▶ Work to be completed
Search the data below for "view"; list each line that holds it.

▶ Dataset
-------

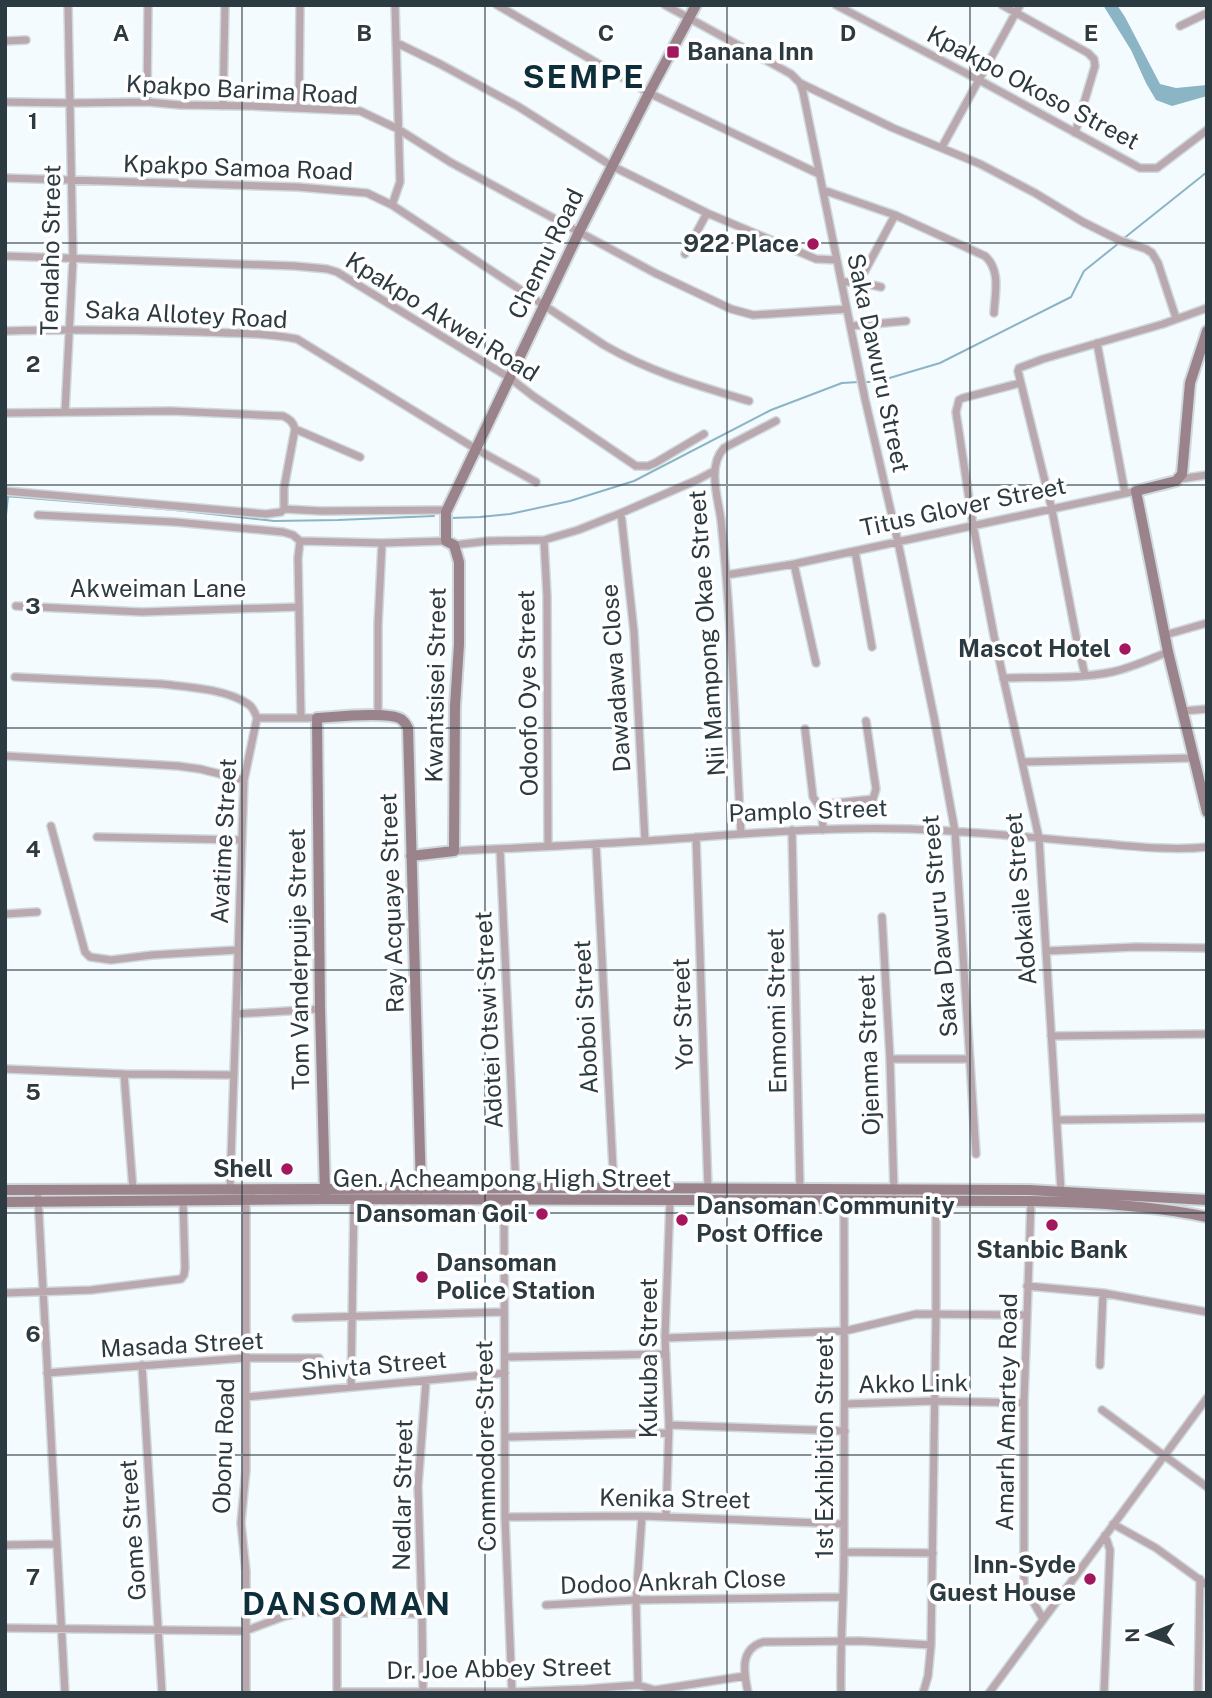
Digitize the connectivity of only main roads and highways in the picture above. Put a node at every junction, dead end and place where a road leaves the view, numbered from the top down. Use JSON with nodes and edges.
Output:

-------

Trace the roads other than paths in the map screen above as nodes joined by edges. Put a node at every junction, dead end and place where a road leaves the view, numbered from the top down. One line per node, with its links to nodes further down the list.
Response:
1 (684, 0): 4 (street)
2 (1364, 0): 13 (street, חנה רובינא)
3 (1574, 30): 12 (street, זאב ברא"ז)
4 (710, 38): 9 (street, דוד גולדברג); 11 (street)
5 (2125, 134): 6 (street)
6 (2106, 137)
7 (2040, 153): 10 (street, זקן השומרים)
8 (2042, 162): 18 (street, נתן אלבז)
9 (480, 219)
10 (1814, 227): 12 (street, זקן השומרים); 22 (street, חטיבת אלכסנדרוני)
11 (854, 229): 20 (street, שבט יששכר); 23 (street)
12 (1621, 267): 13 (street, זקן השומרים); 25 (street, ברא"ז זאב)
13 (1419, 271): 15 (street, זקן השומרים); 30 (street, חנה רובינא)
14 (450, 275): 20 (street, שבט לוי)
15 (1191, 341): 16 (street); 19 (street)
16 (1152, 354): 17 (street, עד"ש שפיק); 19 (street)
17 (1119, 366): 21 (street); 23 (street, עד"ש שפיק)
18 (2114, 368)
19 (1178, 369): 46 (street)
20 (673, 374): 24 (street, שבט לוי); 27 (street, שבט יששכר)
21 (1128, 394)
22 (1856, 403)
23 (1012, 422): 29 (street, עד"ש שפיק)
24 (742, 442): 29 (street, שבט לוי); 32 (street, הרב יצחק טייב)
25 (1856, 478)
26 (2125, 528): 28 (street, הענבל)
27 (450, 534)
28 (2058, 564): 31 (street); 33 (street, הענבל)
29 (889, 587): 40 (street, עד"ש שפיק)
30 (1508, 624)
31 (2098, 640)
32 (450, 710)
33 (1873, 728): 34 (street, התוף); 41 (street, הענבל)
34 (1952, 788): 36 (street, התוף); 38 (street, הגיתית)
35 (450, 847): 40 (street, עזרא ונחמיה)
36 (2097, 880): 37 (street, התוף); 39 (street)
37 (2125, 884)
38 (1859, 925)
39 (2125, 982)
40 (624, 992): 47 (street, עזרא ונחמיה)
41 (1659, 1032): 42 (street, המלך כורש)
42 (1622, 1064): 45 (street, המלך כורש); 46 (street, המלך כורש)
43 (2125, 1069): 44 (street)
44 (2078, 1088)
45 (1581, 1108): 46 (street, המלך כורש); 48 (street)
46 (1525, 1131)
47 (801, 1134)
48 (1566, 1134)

-------

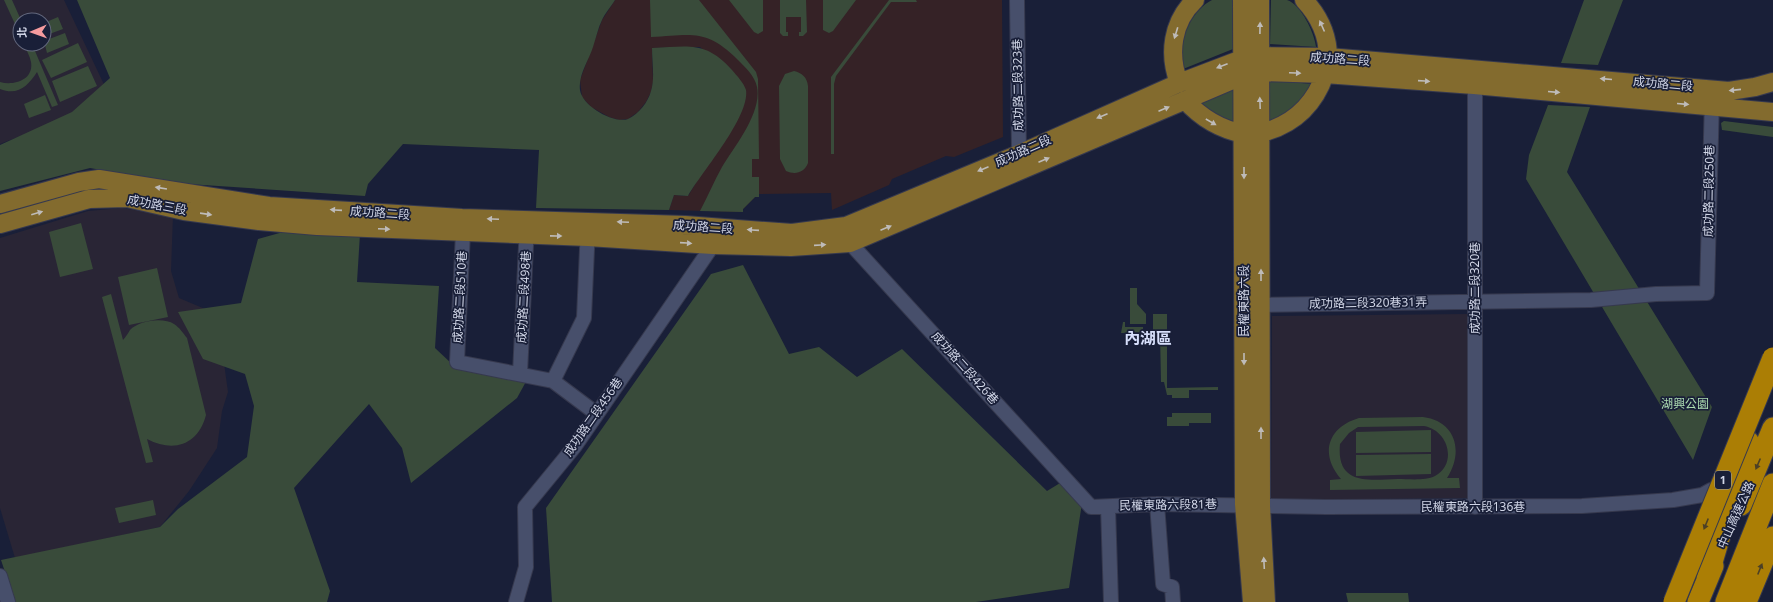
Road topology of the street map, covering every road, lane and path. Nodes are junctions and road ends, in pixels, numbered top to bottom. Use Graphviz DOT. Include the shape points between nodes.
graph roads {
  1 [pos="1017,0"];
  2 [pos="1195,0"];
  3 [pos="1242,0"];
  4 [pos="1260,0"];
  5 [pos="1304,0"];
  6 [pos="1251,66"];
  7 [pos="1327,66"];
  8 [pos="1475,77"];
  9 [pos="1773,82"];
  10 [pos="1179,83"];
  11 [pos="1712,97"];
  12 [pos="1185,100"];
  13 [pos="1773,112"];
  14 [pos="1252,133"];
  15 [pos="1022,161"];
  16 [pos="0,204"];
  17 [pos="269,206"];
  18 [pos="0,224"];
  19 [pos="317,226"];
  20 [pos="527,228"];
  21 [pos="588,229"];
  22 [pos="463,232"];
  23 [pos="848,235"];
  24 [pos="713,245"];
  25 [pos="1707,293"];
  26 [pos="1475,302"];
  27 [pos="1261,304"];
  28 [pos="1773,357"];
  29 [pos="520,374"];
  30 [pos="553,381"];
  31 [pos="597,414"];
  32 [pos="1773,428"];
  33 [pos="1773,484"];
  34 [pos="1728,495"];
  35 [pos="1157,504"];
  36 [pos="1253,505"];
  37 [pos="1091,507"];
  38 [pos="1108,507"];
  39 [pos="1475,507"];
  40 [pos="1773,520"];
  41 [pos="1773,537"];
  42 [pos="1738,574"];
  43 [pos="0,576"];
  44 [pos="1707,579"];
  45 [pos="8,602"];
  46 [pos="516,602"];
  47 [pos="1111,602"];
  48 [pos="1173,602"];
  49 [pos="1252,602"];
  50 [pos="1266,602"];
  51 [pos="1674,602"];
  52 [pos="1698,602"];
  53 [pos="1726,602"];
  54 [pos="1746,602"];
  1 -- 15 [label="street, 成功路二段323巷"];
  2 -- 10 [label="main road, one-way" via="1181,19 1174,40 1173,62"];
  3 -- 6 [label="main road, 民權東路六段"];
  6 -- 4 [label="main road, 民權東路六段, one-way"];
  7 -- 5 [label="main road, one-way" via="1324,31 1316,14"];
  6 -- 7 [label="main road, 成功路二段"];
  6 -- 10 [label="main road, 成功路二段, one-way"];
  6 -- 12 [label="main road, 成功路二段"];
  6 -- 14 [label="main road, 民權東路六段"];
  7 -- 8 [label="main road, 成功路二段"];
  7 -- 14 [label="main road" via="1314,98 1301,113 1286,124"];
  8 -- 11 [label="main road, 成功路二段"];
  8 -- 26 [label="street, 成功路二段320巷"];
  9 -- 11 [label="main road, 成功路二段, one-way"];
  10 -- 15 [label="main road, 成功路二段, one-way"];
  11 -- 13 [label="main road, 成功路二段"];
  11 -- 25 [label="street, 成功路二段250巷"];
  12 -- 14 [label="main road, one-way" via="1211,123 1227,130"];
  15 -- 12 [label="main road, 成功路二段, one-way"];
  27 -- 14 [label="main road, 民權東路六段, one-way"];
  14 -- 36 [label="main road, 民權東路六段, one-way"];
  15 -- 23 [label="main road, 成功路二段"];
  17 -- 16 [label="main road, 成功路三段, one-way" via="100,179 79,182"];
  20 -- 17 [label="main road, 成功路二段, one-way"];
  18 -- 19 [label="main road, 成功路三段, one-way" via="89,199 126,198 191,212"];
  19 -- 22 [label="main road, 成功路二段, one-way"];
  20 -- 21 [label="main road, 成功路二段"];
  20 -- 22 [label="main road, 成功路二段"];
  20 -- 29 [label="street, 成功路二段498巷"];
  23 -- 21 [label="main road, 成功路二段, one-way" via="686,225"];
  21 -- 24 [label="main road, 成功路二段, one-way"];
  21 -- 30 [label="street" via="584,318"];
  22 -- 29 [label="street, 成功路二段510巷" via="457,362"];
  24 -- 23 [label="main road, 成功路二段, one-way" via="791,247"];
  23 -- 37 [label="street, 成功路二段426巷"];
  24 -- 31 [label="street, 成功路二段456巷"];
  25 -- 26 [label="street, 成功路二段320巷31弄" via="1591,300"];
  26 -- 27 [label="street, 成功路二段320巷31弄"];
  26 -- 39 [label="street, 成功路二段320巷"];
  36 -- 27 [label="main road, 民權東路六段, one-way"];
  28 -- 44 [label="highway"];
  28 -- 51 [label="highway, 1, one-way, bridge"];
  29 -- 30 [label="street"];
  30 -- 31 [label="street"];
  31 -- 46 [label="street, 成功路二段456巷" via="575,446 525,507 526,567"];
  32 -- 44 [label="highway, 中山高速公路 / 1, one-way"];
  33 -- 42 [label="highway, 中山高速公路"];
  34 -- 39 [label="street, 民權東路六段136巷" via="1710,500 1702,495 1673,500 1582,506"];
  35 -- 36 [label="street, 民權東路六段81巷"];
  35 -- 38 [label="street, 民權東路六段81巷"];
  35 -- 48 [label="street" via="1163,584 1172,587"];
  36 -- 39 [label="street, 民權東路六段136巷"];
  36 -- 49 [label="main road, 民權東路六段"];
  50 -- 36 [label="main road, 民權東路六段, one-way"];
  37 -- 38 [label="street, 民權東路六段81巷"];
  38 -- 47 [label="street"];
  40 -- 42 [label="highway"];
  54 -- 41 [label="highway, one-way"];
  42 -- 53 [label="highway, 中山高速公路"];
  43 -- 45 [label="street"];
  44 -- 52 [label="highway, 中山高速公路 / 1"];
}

-------

▶ Task answer
Digitize the connectivity of only main roads and highways in the picture above. Put a node at every junction, dead end and place where a road leaves the view, numbered from the top down. Use JSON with nodes and edges.
Trace the roads other than paths in the map screen above as nodes joined by edges. Put a node at every junction, dead end and place where a road leaves the view, numbered from the top down. One line per node, with its links to nodes further down the list.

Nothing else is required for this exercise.